In what seems to be becoming a regular Friday feature, we look at another postcard from my collection tonight. On the face of it, this image seems an odd choice for inclusion as it is ostensibly a photograph of three men in civilian clothing:Look closer however and on the lapels of two of the men are cap badges for the Middlesex Regiment:And the King’s Royal Rifle Corps:The style of dress dates the postcard to the 1920s or 1930s, so it is probable that these two men fought in the Great War. Interstingly they are using their old cap badges rather than the small enamelled pin badges commonly issued in the period. Old Comrades associations were in existence long before the First World War, but in the wake of this conflict with so many having served, they took on a new importance. They acted as social clubs, giving men who had served together a way of meeting up with old friends for companionship and reminiscing.
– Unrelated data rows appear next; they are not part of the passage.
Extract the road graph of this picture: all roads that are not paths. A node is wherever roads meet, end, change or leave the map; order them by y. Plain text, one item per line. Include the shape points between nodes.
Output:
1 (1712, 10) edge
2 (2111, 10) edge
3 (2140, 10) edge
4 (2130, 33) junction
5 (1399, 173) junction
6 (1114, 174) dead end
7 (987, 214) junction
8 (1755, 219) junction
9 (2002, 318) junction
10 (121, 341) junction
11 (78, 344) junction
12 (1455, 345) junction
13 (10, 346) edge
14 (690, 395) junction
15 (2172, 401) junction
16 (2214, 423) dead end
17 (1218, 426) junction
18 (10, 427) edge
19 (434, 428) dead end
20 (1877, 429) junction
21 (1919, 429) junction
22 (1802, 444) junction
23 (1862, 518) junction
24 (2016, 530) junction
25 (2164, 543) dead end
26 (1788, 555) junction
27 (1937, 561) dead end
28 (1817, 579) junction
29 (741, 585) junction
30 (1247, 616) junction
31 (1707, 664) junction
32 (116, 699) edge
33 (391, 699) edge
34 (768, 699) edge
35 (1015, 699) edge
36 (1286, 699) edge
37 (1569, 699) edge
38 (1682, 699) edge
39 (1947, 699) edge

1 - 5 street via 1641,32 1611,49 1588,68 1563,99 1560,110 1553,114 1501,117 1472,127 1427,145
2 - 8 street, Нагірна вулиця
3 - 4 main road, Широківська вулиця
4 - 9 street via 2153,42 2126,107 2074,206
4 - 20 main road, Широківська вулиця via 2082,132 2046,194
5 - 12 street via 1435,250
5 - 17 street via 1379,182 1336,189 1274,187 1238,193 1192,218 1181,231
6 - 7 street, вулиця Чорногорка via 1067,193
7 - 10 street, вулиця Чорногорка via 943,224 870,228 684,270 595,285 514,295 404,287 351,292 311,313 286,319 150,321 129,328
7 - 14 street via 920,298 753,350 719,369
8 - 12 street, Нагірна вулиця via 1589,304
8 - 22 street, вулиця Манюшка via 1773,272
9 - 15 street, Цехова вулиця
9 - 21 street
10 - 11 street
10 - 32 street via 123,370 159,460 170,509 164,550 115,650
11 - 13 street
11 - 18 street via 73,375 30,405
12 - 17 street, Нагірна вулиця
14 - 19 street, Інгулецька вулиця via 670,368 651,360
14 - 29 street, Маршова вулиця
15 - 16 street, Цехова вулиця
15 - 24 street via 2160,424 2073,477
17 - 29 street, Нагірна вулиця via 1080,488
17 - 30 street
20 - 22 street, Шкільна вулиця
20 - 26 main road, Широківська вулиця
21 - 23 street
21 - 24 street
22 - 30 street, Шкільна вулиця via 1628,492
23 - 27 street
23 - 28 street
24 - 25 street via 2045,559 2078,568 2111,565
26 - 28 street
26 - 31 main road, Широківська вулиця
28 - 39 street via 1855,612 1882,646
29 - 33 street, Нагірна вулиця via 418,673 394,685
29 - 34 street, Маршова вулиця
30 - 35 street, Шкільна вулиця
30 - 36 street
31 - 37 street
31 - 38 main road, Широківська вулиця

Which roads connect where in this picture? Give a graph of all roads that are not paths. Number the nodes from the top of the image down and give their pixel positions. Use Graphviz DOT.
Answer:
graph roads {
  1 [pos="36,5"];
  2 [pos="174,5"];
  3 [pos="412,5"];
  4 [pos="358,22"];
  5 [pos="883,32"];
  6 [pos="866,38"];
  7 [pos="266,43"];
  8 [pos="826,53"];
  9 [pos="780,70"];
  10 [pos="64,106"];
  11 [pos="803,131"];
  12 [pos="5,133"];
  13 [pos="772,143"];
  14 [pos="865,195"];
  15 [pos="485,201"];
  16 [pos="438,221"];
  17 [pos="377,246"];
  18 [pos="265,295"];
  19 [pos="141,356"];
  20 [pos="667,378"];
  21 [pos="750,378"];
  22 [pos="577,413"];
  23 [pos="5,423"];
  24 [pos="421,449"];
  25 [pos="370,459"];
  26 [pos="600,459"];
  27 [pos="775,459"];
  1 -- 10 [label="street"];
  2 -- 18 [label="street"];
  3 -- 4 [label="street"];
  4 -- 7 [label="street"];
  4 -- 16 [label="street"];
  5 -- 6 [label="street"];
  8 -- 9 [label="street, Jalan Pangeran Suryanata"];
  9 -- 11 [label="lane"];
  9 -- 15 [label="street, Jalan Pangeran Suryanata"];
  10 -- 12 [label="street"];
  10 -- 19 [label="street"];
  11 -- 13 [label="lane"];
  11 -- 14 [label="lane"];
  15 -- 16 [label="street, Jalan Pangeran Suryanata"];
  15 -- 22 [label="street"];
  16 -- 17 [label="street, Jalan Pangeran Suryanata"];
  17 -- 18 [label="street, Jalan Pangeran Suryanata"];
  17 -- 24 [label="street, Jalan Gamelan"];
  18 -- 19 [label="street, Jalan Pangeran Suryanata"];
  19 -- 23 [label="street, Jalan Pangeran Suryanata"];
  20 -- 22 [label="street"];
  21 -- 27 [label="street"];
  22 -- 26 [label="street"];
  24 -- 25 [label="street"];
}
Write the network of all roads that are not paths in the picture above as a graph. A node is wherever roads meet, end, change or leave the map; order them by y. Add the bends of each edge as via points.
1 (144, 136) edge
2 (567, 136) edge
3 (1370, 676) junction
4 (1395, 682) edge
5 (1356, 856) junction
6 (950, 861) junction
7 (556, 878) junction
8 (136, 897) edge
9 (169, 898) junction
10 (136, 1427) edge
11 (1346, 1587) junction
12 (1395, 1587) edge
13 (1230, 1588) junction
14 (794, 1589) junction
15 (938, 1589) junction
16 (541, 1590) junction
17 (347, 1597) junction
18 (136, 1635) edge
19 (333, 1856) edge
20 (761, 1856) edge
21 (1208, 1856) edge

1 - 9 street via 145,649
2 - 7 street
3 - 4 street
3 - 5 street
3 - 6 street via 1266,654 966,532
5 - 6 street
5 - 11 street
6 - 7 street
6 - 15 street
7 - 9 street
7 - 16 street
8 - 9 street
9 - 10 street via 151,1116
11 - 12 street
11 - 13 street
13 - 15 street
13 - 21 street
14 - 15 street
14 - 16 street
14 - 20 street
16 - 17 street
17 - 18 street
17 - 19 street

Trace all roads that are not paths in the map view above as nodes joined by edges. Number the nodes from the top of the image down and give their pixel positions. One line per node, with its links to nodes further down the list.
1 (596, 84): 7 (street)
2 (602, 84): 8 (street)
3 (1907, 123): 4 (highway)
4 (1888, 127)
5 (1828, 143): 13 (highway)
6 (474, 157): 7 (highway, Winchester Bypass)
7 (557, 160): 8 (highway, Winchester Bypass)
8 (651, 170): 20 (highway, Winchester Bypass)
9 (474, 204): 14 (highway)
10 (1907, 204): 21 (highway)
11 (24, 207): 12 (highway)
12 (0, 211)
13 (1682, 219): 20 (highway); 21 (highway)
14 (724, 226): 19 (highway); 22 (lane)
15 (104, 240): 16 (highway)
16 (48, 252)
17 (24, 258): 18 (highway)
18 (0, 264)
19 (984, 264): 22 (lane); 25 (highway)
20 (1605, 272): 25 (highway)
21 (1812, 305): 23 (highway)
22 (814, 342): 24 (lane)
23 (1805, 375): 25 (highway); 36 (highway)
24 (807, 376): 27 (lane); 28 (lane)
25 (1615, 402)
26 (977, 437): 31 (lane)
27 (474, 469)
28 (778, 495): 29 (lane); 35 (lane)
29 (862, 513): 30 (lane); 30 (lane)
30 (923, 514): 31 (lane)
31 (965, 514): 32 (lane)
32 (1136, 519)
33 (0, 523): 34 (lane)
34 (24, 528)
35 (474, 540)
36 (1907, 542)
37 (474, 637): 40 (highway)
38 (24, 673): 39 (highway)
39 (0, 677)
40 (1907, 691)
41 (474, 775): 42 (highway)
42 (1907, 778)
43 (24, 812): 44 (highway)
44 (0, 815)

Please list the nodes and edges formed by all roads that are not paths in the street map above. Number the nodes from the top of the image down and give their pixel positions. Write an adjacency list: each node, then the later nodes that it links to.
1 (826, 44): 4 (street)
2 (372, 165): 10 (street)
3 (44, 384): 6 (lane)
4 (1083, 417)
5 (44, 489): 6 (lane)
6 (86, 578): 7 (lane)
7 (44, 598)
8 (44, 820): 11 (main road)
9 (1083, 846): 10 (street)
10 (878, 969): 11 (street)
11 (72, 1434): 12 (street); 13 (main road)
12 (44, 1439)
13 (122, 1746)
They also had an important role in offering guidance and welfare on old soldiers who fell on hard times. These goals continue to this day with the many Old Comrades Associations still in existence. One, The Suffolk Regiment’s Old Comrade’s Association, defines its purpose as:
1) To maintain the history, traditions, esprit de corps and comradeship of all ranks who have served in the Regiments making up the Association.
2) To relieve either generally or individually members who have served in the Regiments making up the Association who are in need, hardship or distress and their dependents who are likewise so qualified.
When the Royal Munster Fusiliers set up its Old Comrades association, the first year’s annual report explained:
The determination to try to establish the Association was taken last March; and, the approval of Lieut. General Sir H.S.G. Miles GCB CVO, Colonel of The Regiment having been obtained a temporary Committee was formed, which met on the 21st March and drew up a circular letter intimating the proposed objects of the Association and the decision to have the first Annual Dinner at The Pillar Hall, Victoria Station, on “Plassey Day”, the 23rd June.
This letter was sent out to all past and present members of the Regiment whose addresses could be obtained, and met with a most encouraging reception from all ranks, showing that esprit de corps and love for the old Regiment remains as strong as ever, both with those still serving under it’s colours and those who no longer have that privilege.
The rates of subscription have been set very low in order to give all the opportunity of joining the Association no matter how slender his means; but the Committee hope that all members who are in a position to do so will make an extra contribution annually to the Benevolent Fund which has been established to assist any deserving case of any Old Comrade or his widow who may be in financial distress.